Holden Viaduct, in Sneyd Green, Stoke-on-Trent, carries the A5272, here called Hanley Road. It spans a cutting through which runs Leek New Road, the A53. On each side of the viaduct is a ramp leading down to the A53.

Although it is officially a viaduct, it is quite short and has only one span. It is usually known as "Holden Bridge". It is a notable feature for motorists travelling along Leek New Road, which is perfectly straight here.

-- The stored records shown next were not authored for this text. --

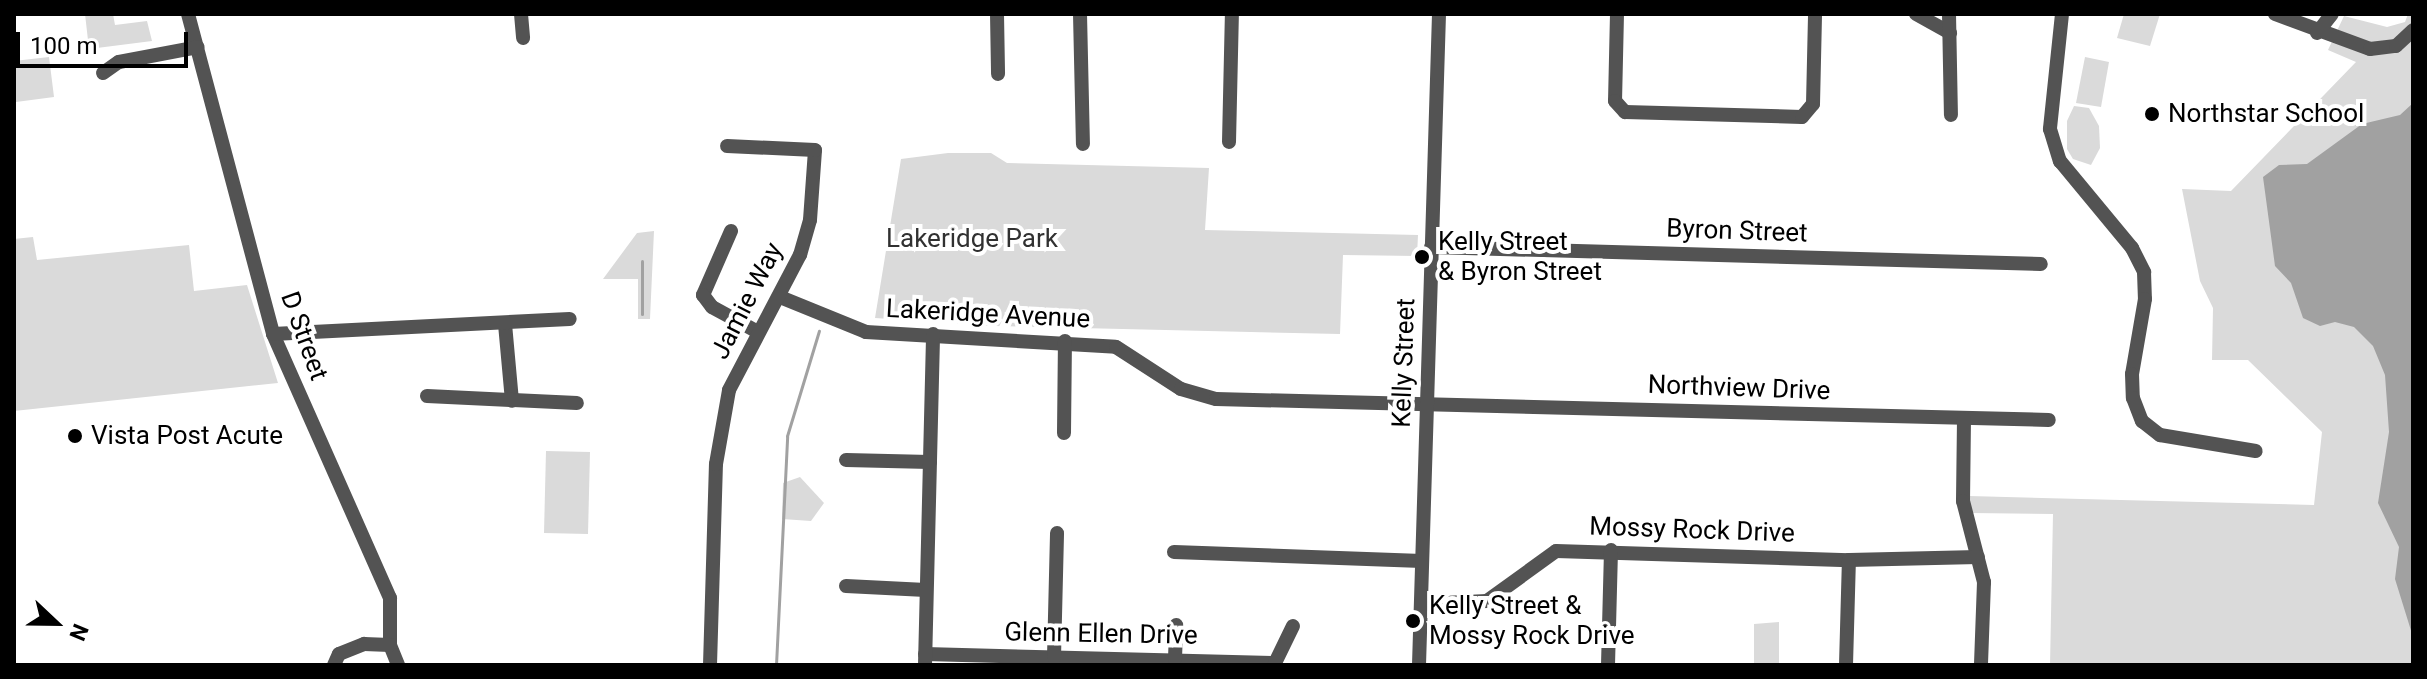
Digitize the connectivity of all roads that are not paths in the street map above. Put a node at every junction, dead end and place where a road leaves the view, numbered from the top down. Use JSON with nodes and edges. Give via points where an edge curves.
{"nodes":[{"id":1,"x":188,"y":14,"type":"edge"},
{"id":2,"x":521,"y":14,"type":"edge"},
{"id":3,"x":997,"y":14,"type":"edge"},
{"id":4,"x":1080,"y":14,"type":"edge"},
{"id":5,"x":1232,"y":14,"type":"edge"},
{"id":6,"x":1439,"y":14,"type":"edge"},
{"id":7,"x":1617,"y":14,"type":"edge"},
{"id":8,"x":1815,"y":14,"type":"edge"},
{"id":9,"x":1916,"y":14,"type":"edge"},
{"id":10,"x":1949,"y":14,"type":"edge"},
{"id":11,"x":2062,"y":14,"type":"edge"},
{"id":12,"x":2275,"y":14,"type":"edge"},
{"id":13,"x":2332,"y":14,"type":"edge"},
{"id":14,"x":2413,"y":30,"type":"edge"},
{"id":15,"x":1950,"y":33,"type":"junction"},
{"id":16,"x":2317,"y":33,"type":"junction"},
{"id":17,"x":523,"y":38,"type":"dead end"},
{"id":18,"x":198,"y":47,"type":"junction"},
{"id":19,"x":103,"y":73,"type":"dead end"},
{"id":20,"x":998,"y":74,"type":"dead end"},
{"id":21,"x":1951,"y":115,"type":"dead end"},
{"id":22,"x":1229,"y":142,"type":"dead end"},
{"id":23,"x":1083,"y":144,"type":"dead end"},
{"id":24,"x":727,"y":146,"type":"dead end"},
{"id":25,"x":731,"y":231,"type":"dead end"},
{"id":26,"x":1431,"y":247,"type":"junction"},
{"id":27,"x":2041,"y":264,"type":"dead end"},
{"id":28,"x":780,"y":297,"type":"junction"},
{"id":29,"x":570,"y":319,"type":"dead end"},
{"id":30,"x":505,"y":324,"type":"junction"},
{"id":31,"x":756,"y":331,"type":"junction"},
{"id":32,"x":273,"y":334,"type":"junction"},
{"id":33,"x":933,"y":334,"type":"junction"},
{"id":34,"x":1065,"y":341,"type":"junction"},
{"id":35,"x":427,"y":396,"type":"dead end"},
{"id":36,"x":512,"y":401,"type":"junction"},
{"id":37,"x":577,"y":403,"type":"dead end"},
{"id":38,"x":1427,"y":405,"type":"junction"},
{"id":39,"x":1964,"y":419,"type":"junction"},
{"id":40,"x":2049,"y":420,"type":"dead end"},
{"id":41,"x":1064,"y":433,"type":"dead end"},
{"id":42,"x":2256,"y":451,"type":"dead end"},
{"id":43,"x":846,"y":460,"type":"dead end"},
{"id":44,"x":930,"y":462,"type":"junction"},
{"id":45,"x":1057,"y":533,"type":"dead end"},
{"id":46,"x":1611,"y":550,"type":"junction"},
{"id":47,"x":1174,"y":552,"type":"dead end"},
{"id":48,"x":1978,"y":557,"type":"junction"},
{"id":49,"x":1849,"y":560,"type":"junction"},
{"id":50,"x":1422,"y":561,"type":"junction"},
{"id":51,"x":846,"y":586,"type":"dead end"},
{"id":52,"x":926,"y":590,"type":"junction"},
{"id":53,"x":1421,"y":604,"type":"junction"},
{"id":54,"x":1176,"y":625,"type":"dead end"},
{"id":55,"x":1293,"y":626,"type":"dead end"},
{"id":56,"x":390,"y":645,"type":"junction"},
{"id":57,"x":1054,"y":657,"type":"junction"},
{"id":58,"x":1175,"y":659,"type":"junction"},
{"id":59,"x":925,"y":660,"type":"edge"},
{"id":60,"x":1276,"y":664,"type":"edge"},
{"id":61,"x":334,"y":665,"type":"edge"},
{"id":62,"x":399,"y":665,"type":"edge"},
{"id":63,"x":710,"y":665,"type":"edge"},
{"id":64,"x":1419,"y":665,"type":"edge"},
{"id":65,"x":1608,"y":665,"type":"edge"},
{"id":66,"x":1846,"y":665,"type":"edge"},
{"id":67,"x":1981,"y":665,"type":"edge"}],
"edges":[{"from":1,"to":18,"type":"street","name":"D Street"},
{"from":2,"to":17,"type":"street"},
{"from":3,"to":20,"type":"street"},
{"from":4,"to":23,"type":"street"},
{"from":5,"to":22,"type":"street"},
{"from":6,"to":26,"type":"street","name":"Kelly Street"},
{"from":7,"to":8,"type":"street","via":[[1615,101],[1625,112],[1802,117],[1813,104]]},
{"from":9,"to":15,"type":"street"},
{"from":10,"to":15,"type":"street"},
{"from":11,"to":42,"type":"street","via":[[2050,129],[2060,161],[2132,248],[2144,272],[2133,398],[2142,421],[2160,435]]},
{"from":12,"to":16,"type":"street"},
{"from":13,"to":16,"type":"street"},
{"from":14,"to":16,"type":"street","via":[[2396,46],[2370,49]]},
{"from":15,"to":21,"type":"street"},
{"from":18,"to":19,"type":"street","via":[[119,62]]},
{"from":18,"to":32,"type":"street","name":"D Street"},
{"from":24,"to":28,"type":"street","name":"Jamie Way","via":[[815,150],[810,220]]},
{"from":25,"to":31,"type":"street","via":[[703,295],[712,307]]},
{"from":26,"to":27,"type":"street","name":"Byron Street"},
{"from":26,"to":38,"type":"street","name":"Kelly Street"},
{"from":28,"to":31,"type":"street","name":"Jamie Way"},
{"from":28,"to":33,"type":"street","name":"Lakeridge Avenue","via":[[830,322],[866,332]]},
{"from":29,"to":30,"type":"street"},
{"from":30,"to":32,"type":"street"},
{"from":30,"to":36,"type":"street"},
{"from":31,"to":63,"type":"street","name":"Jamie Way","via":[[729,390],[716,464]]},
{"from":32,"to":56,"type":"street","name":"D Street","via":[[390,598]]},
{"from":33,"to":34,"type":"street","name":"Lakeridge Avenue"},
{"from":33,"to":44,"type":"street"},
{"from":34,"to":38,"type":"street","name":"Lakeridge Avenue","via":[[1116,347],[1181,389],[1216,399]]},
{"from":34,"to":41,"type":"street"},
{"from":35,"to":36,"type":"street"},
{"from":36,"to":37,"type":"street"},
{"from":38,"to":39,"type":"street","name":"Northview Drive"},
{"from":38,"to":50,"type":"street","name":"Kelly Street"},
{"from":39,"to":40,"type":"street","name":"Northview Drive"},
{"from":39,"to":48,"type":"street","via":[[1963,501]]},
{"from":43,"to":44,"type":"street"},
{"from":44,"to":52,"type":"street"},
{"from":45,"to":57,"type":"street"},
{"from":46,"to":49,"type":"street","name":"Mossy Rock Drive"},
{"from":46,"to":53,"type":"street","name":"Mossy Rock Drive","via":[[1556,551],[1487,601]]},
{"from":46,"to":65,"type":"street"},
{"from":47,"to":50,"type":"street"},
{"from":48,"to":49,"type":"street","name":"Mossy Rock Drive"},
{"from":48,"to":67,"type":"street","via":[[1984,582]]},
{"from":49,"to":66,"type":"street"},
{"from":50,"to":53,"type":"street","name":"Kelly Street"},
{"from":51,"to":52,"type":"street"},
{"from":52,"to":59,"type":"street"},
{"from":53,"to":64,"type":"street","name":"Kelly Street"},
{"from":54,"to":58,"type":"street"},
{"from":55,"to":60,"type":"street"},
{"from":56,"to":61,"type":"street","via":[[364,644],[339,654]]},
{"from":56,"to":62,"type":"street","name":"D Street"},
{"from":57,"to":58,"type":"street","name":"Glenn Ellen Drive"},
{"from":57,"to":59,"type":"street","name":"Glenn Ellen Drive"},
{"from":58,"to":60,"type":"street","name":"Glenn Ellen Drive"}]}
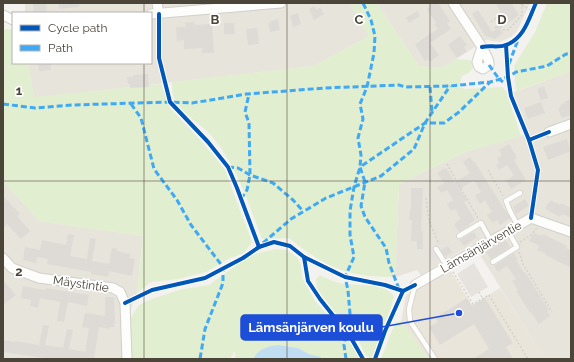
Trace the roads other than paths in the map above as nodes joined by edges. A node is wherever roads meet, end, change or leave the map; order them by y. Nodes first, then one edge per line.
1 (157, 3) edge
2 (281, 3) edge
3 (453, 3) edge
4 (155, 14) edge
5 (3, 15) edge
6 (12, 20) edge
7 (482, 47) dead end
8 (571, 124) edge
9 (549, 132) dead end
10 (520, 193) dead end
11 (518, 226) junction
12 (508, 232) junction
13 (571, 232) edge
14 (459, 236) dead end
15 (491, 241) junction
16 (436, 249) dead end
17 (3, 258) edge
18 (493, 262) dead end
19 (448, 265) junction
20 (415, 284) joint
21 (127, 359) edge
22 (435, 359) edge

1 - 4 street
2 - 4 street
3 - 7 street
5 - 6 street
8 - 9 street
10 - 11 lane
11 - 12 street, Lämsänjärventie
11 - 13 street, Lämsänjärventie
12 - 15 street, Lämsänjärventie
12 - 18 lane
14 - 15 lane
15 - 19 street, Lämsänjärventie
16 - 19 lane
17 - 21 street, Mäystintie
19 - 20 street, Lämsänjärventie
20 - 22 lane

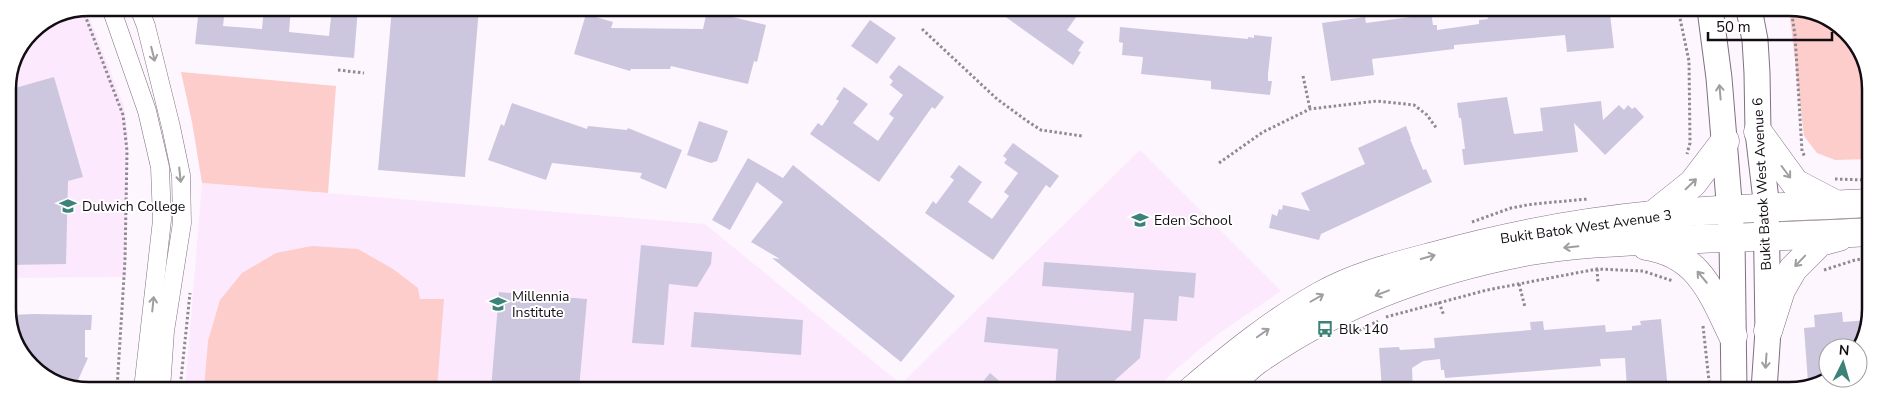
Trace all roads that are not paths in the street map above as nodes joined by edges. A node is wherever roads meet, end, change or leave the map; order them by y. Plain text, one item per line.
1 (114, 16) edge
2 (142, 16) edge
3 (1711, 16) edge
4 (1750, 16) edge
5 (1758, 132) junction
6 (1725, 141) junction
7 (1862, 203) edge
8 (1837, 205) junction
9 (1766, 209) junction
10 (1730, 210) junction
11 (1653, 215) junction
12 (1862, 232) edge
13 (1862, 232) edge
14 (1766, 236) junction
15 (1732, 238) junction
16 (1620, 242) junction
17 (1768, 331) junction
18 (1732, 336) junction
19 (144, 382) edge
20 (161, 382) edge
21 (1201, 382) edge
22 (1234, 382) edge
23 (1734, 382) edge
24 (1765, 382) edge

19 -> 1 street
2 -> 20 street
6 -> 3 street
4 - 5 street, Bukit Batok West Avenue 6
5 -> 8 main road
5 - 9 street, Bukit Batok West Avenue 6
6 - 10 street
11 -> 6 main road
7 - 8 main road, Bukit Batok West Avenue 3
8 - 9 main road, Bukit Batok West Avenue 3
9 - 10 main road, Bukit Batok West Avenue 3
9 - 14 street, Bukit Batok West Avenue 6
10 - 11 main road, Bukit Batok West Avenue 3
10 - 15 street
21 -> 11 main road, Bukit Batok West Avenue 3
12 - 14 main road, Bukit Batok West Avenue 3
13 -> 17 main road
14 - 15 main road, Bukit Batok West Avenue 3
14 - 17 street, Bukit Batok West Avenue 6
15 - 16 main road, Bukit Batok West Avenue 3
15 - 18 street
18 -> 16 main road
16 -> 22 main road, Bukit Batok West Avenue 3
17 -> 24 street, Bukit Batok West Avenue 6
18 - 23 street

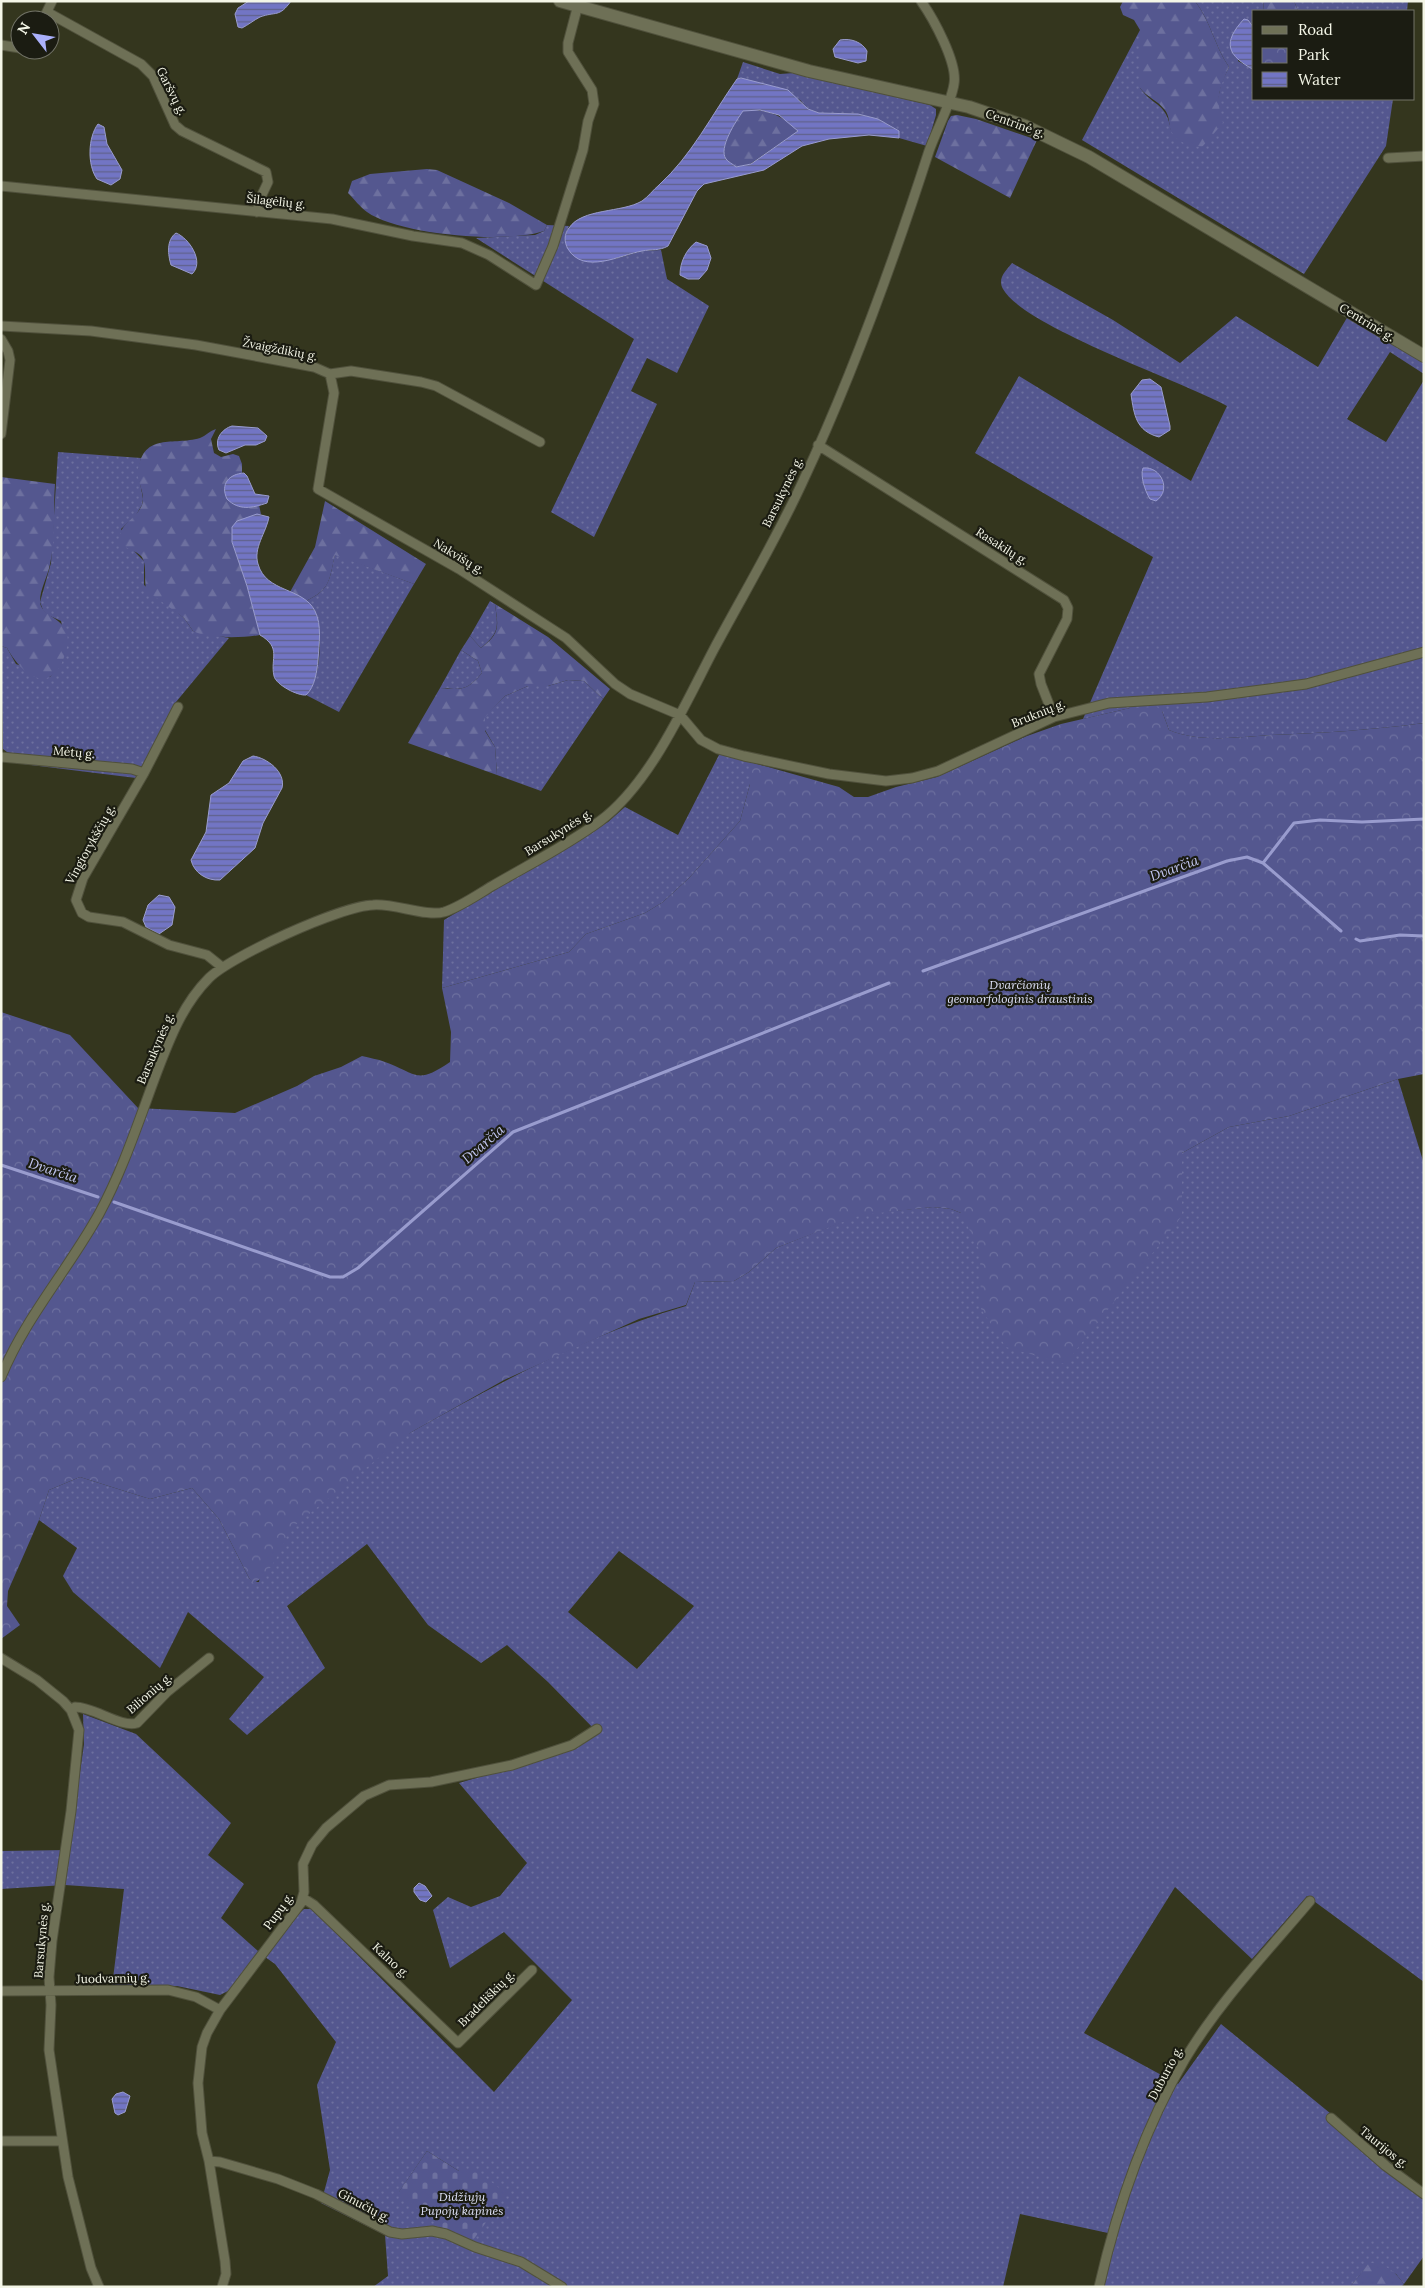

A plaque on the balustrade reads: City of Stoke-on-Trent, Holden Viaduct. This bridge was opened by Mrs J W Oakes on the 14th July 1930, and was erected to replace the original structure built in 1844. Major J Kent DSO Chairman, Councillor J W Oakes Vice-Chairman, Highways Committee.

A short way north-east along Leek New Road, at the junction with Berwick Road, there was until recently a pub called The Holden Bridge; it closed in 2007, and has since been demolished.

==History==
The Leek New Road, which runs in an almost straight line between Endon and Cobridge, first appeared on the one-inch Ordnance Survey maps in the 1850s, so the road and bridge may have been parts of the same building project. As the plaque on the bridge tells us, the present bridge was opened in 1930, replacing the previous structure built in 1844. There were a number of improvements made to what is now the A53 between Stoke and Leek in the 1920s, the current Holden Viaduct being one.

Holden was the name of a farm in this part of Sneyd Green, which had been in existence since at least 1611. In the late nineteenth century the bridge was known as Holden Hill Viaduct.